The heuristics can be bypassed by a special formated PDF "container", this leads to the bypass of malicious PDF files, old or new. This is not a bypass that relies on archive structures but relies on evading certain code paths in the av engine "through various means".
Vulnerable Systems:
* Kaspersky Internet Security
* Kaspersky Anti-Virus
* Kaspersky Mobile Security
* Kaspersky Small Office Security
* Kaspersky Open Space Security
* Kaspersky Business Space Security
* Kaspersky Work Space Security
* Kaspersky Enterprise Space Security
* Kaspersky Targeted Security
* Kaspersky Anti-Virus for Microsoft ISA Server
* Kaspersky Anti-Virus for Proxy Server
* Kaspersky Anti-Virus for Check Point Firewall-1
* Kaspersky Anti-Virus for Windows Server
* Kaspersky Anti-Virus for Windows Server Enterprise Edition
* Kaspersky Anti-Virus for Novell NetWare
* Kaspersky Anti-Virus for Linux File Server
* Kaspersky Anti-Virus for Samba Server
* Kaspersky Security for Microsoft Exchange 2007
* Kaspersky Security for Microsoft Exchange 2003
* Kaspersky Anti-Virus for Lotus Notes/Domino
* Kaspersky Anti-Virus for Windows Workstation
* Kaspersky Anti-Virus for Linux Workstation
* Kaspersky Anti-Virus for Linux Mail Server
* Kaspersky Mail Gateway
* Kaspersky Anti-virus for MIMEsweeper
The PDF files are not parsed correctly, a PDF file starts with the magic byte "%PDF" and ends with the magic byte "%%EOF", everything in between those markers is parsed and interpreted. Furthermore PDF files are read from the bottom to the top.

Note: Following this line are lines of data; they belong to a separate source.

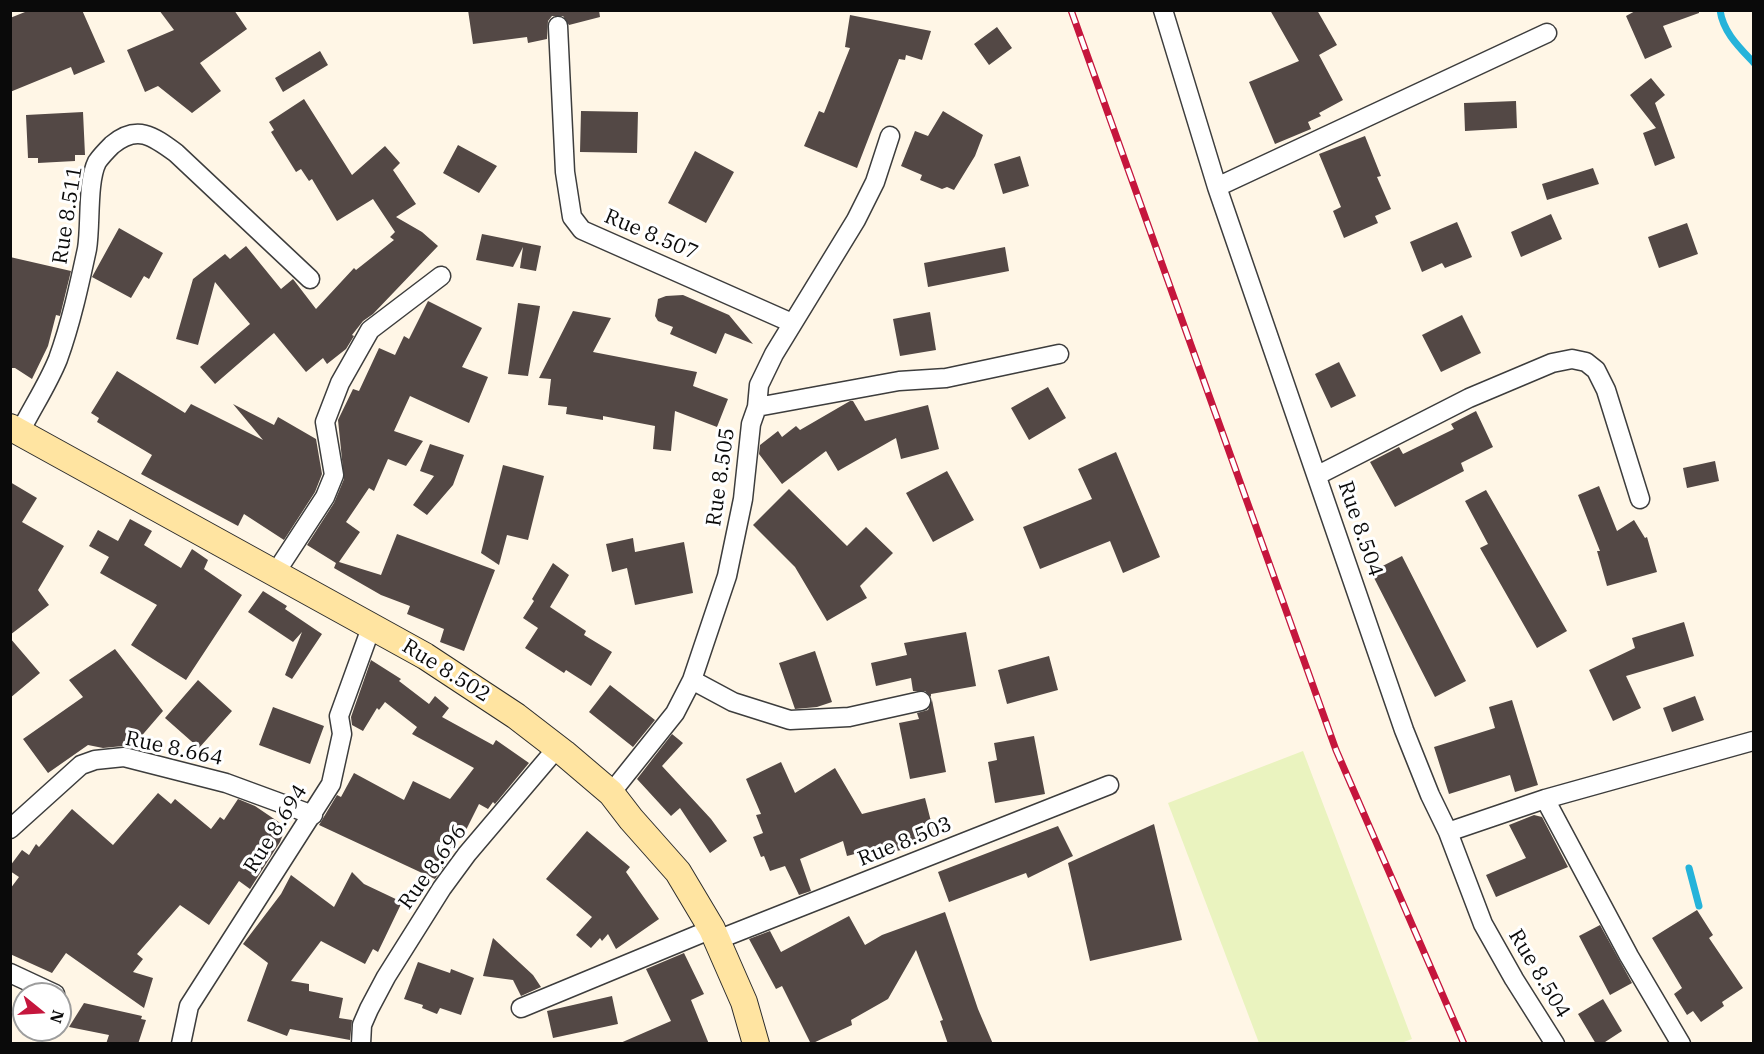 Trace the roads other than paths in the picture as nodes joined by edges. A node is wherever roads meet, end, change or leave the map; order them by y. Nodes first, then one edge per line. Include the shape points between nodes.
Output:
1 (1163, 10) edge
2 (558, 26) dead end
3 (1547, 33) dead end
4 (890, 136) dead end
5 (1217, 187) junction
6 (441, 276) dead end
7 (310, 279) dead end
8 (792, 323) junction
9 (1059, 354) dead end
10 (757, 407) junction
11 (15, 430) edge
12 (1318, 475) junction
13 (1640, 499) dead end
14 (276, 572) junction
15 (372, 625) junction
16 (692, 680) junction
17 (921, 701) dead end
18 (1752, 741) edge
19 (557, 748) junction
20 (1109, 785) dead end
21 (611, 793) junction
22 (1545, 799) junction
23 (313, 815) junction
24 (10, 829) edge
25 (1448, 832) junction
26 (715, 935) junction
27 (10, 973) edge
28 (29, 982) edge
29 (520, 1008) dead end
30 (181, 1044) edge
31 (361, 1044) edge
32 (756, 1044) edge
33 (1555, 1044) edge
34 (1681, 1044) edge

1 - 5 street, Rue 8.504
2 - 8 street, Rue 8.507 via 565,172 572,217 582,230
3 - 5 street
4 - 8 street via 861,211
5 - 12 street, Rue 8.504
6 - 14 street via 370,330 340,383 325,422 334,475 325,497
7 - 11 street, Rue 8.511 via 176,153 158,139 142,134 125,135 97,163 88,245 73,313 57,361
8 - 10 street via 759,385
9 - 10 street, Rue 8.505 via 946,378 899,381
10 - 16 street, Rue 8.505 via 727,576
11 - 14 main road, Rue 8.502
12 - 13 street via 1469,398 1552,363 1572,359 1586,362 1596,370 1606,390
12 - 25 street, Rue 8.504 via 1404,730
14 - 15 main road, Rue 8.502
15 - 19 main road, Rue 8.502 via 480,691
15 - 23 street, Rue 8.694 via 339,716 342,734 331,784
16 - 17 street via 733,702 790,720 849,717
16 - 21 street, Rue 8.505 via 675,713
18 - 22 street
19 - 21 main road, Rue 8.502
19 - 31 street, Rue 8.696 via 442,888 386,977 362,1025
20 - 26 street, Rue 8.503
21 - 26 main road, Rue 8.502 via 678,872
22 - 25 street
22 - 34 street
23 - 24 street, Rue 8.664 via 226,783 124,757 81,765
23 - 30 street, Rue 8.694 via 189,1006
25 - 33 street, Rue 8.504 via 1483,924
26 - 29 street, Rue 8.503
26 - 32 main road, Rue 8.502 via 744,1002
27 - 28 street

Adobe Acrobat nor the FoxitReader care too much about the data that comes prior the magic byte, the kaspersky engine does, not only does it care, it fails to detect the malware inside the PDF file.
A PDF file is bascialy a container that starts with %PDF and ends with %%EOF.

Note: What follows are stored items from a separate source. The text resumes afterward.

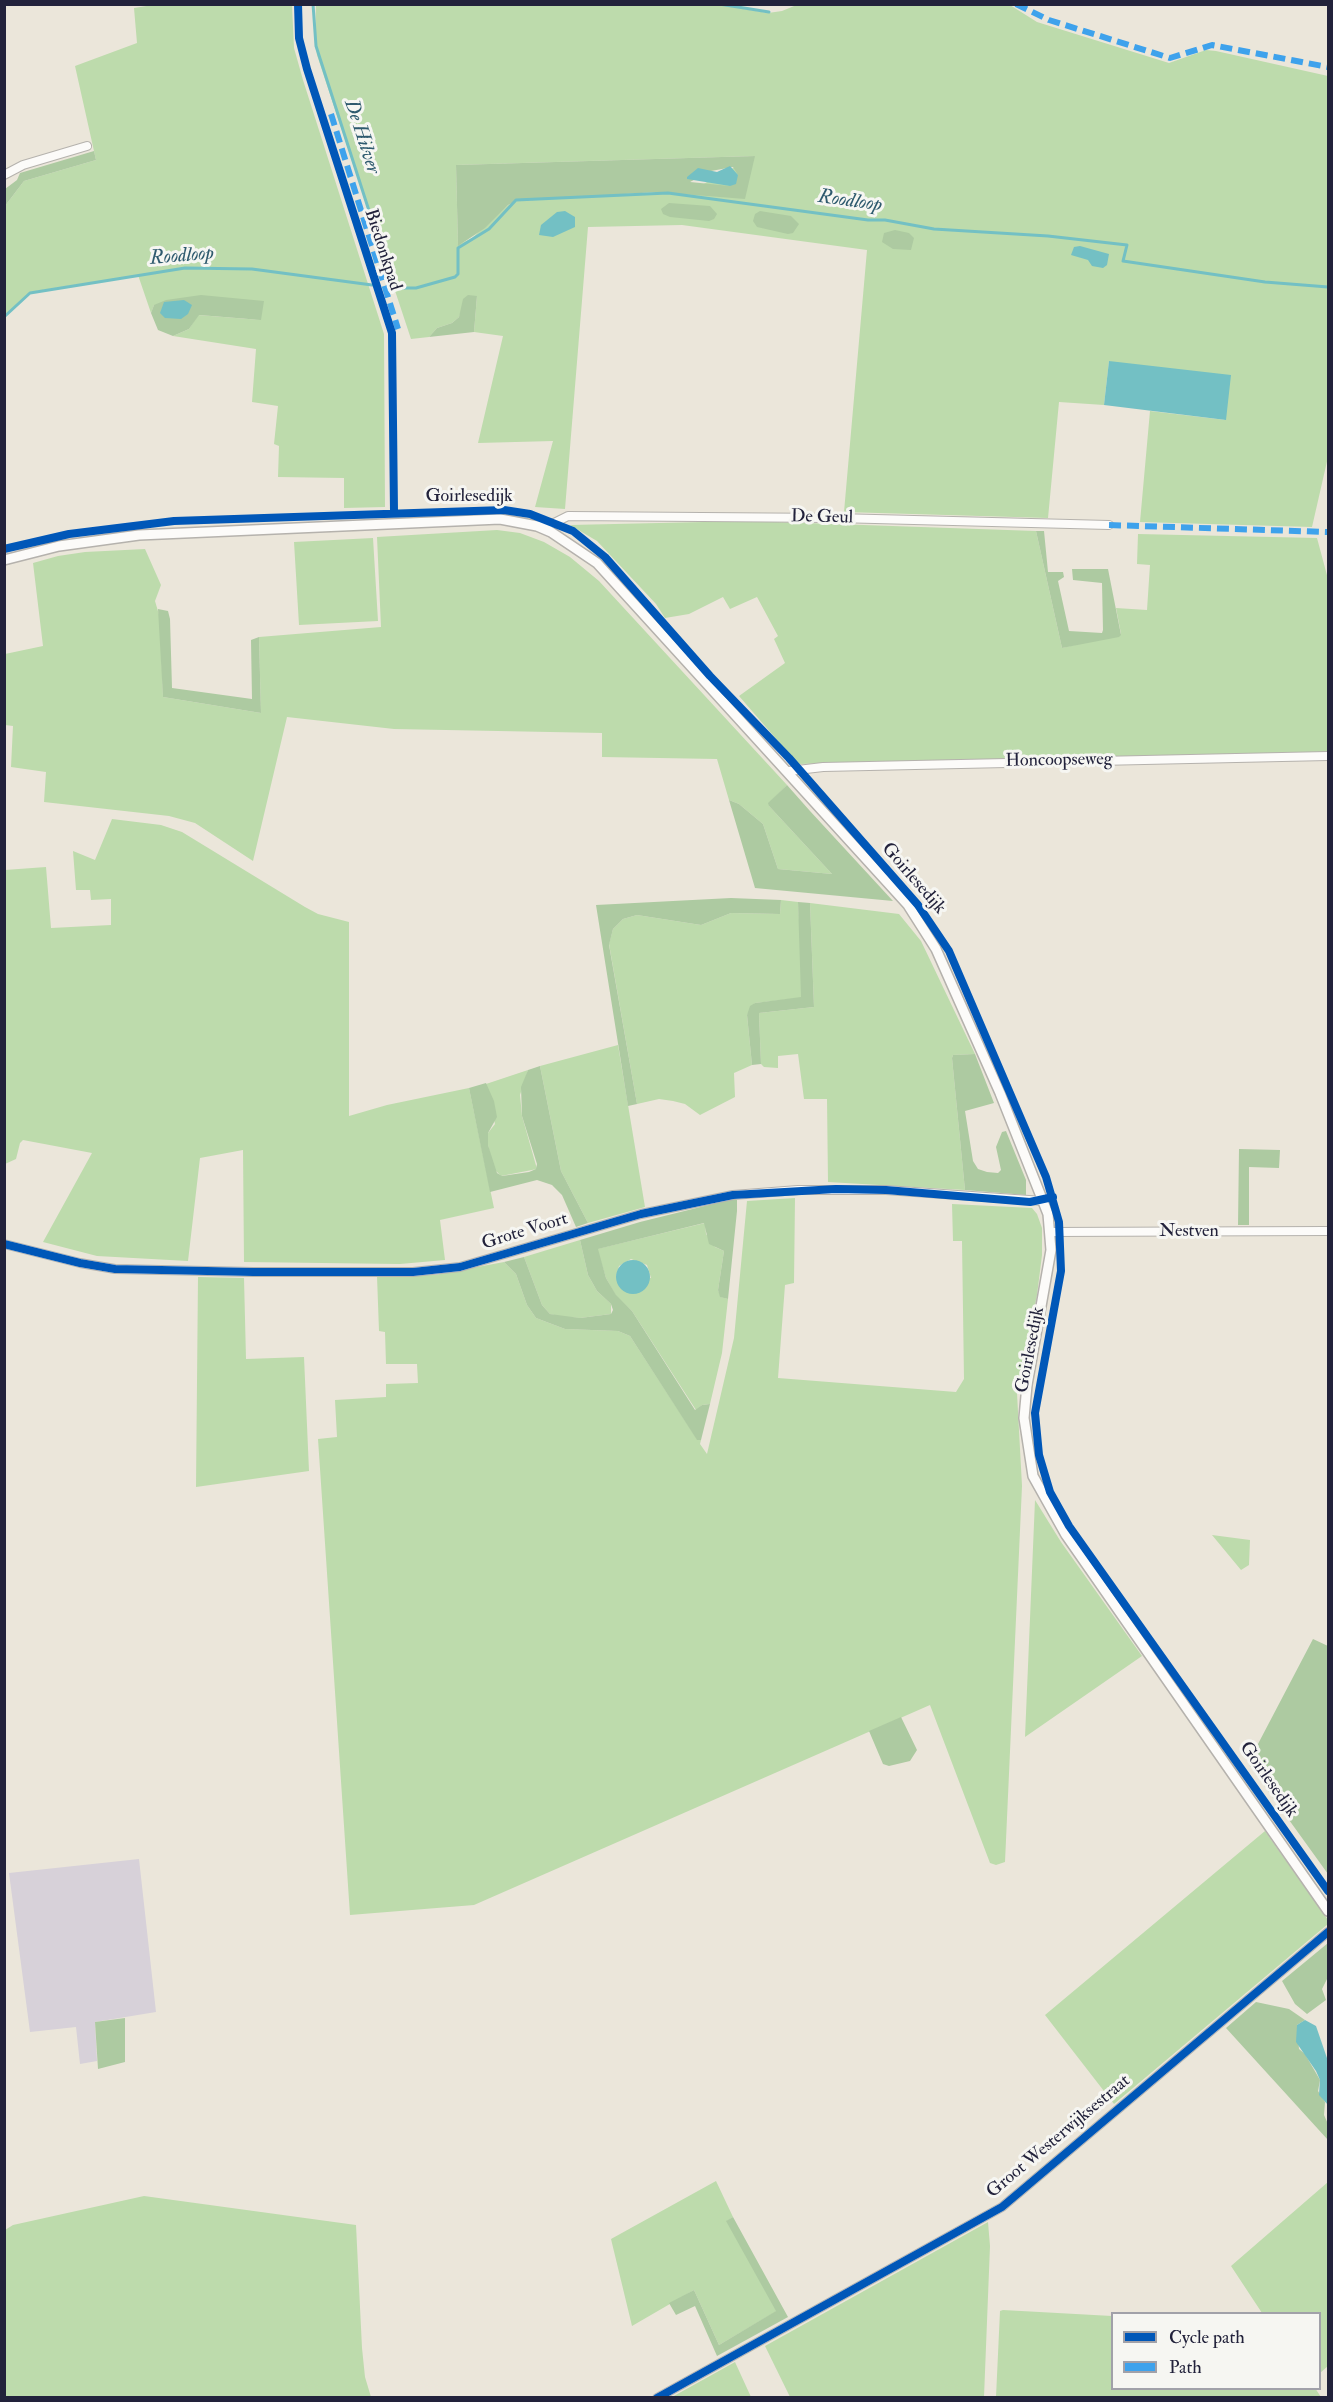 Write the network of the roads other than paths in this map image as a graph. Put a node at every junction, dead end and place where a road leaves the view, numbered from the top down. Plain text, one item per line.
1 (87, 146) dead end
2 (4, 175) edge
3 (1109, 525) dead end
4 (537, 526) junction
5 (4, 560) edge
6 (1329, 756) edge
7 (789, 771) junction
8 (1043, 1201) junction
9 (1329, 1231) edge
10 (1050, 1232) junction
11 (4, 1244) edge
12 (1329, 1911) edge
13 (1329, 1932) edge
14 (657, 2397) edge

1 - 2 street
3 - 4 street, De Geul
4 - 5 street, Goirlesedijk
4 - 7 street, Goirlesedijk
6 - 7 street, Honcoopseweg
7 - 8 street, Goirlesedijk
8 - 10 street, Goirlesedijk
8 - 11 street, Grote Voort
9 - 10 street, Nestven
10 - 12 street, Goirlesedijk
13 - 14 street, Groot Westerwijksestraat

What follows are the details of this evasion, note this one is generic and the easiest one, there are plenty more.
Example of a malicious PDF file:
%PDF
Malicious content here
%%EOF
Doing :
Enter stuff here, like random text.
%PDF
Malicious content here
%%EOF
This has the result that the malware is no longer being detected.
Note: Not a single byte of the malware itself been altered, and strictly speaking the content that represent a PDF file hasn't been changed at all.
This has been tested with several malicious PDF files and represents a generic evasion of all PDF signatures and heuristics.
Kaspersky was given the PoC file directly through myself and F-Secure, they went ahead an patched this by adding a signature for the POC file, adding a PE header in front of a PDF file (with a PDF extension) still evades detection and the exploit still triggers when opening the file with Adobe. Thus the patch is flawed by design.
Disclosure Timeline:
15/05/2009 : Send proof of concept, description the terms under whichI cooperate and the planned disclosure date. no reply
xx/05/2009 : F-Secure sends the same sample to Karspersky
01/06/2009 : Re-sending the proof of concept, description the terms under which I cooperate and the planned disclosure date. no reply
03/06/2009 : F-Secure informs me that the sample was submitted to Kaspersky
03/06/2009 : Informed F-secure to communicate with Kaspersky and please ask them to reply to my notifications.
03/06/2009 : Kaspersky Moscow visits my blog, searches for "AVP" and "Kaspersky".
04/06/2009 : Discovered that the POC file is now detected by the latest Kaspersky update.
04/06/2009 : Discovered that adding a few bytes evades the engine again.
09/06/2009 : Release of this advisory on the blog, tweet. Hoping for any reaction prior to sending it to bugtraq
13/06/2009 : Release to Bugtraq et al.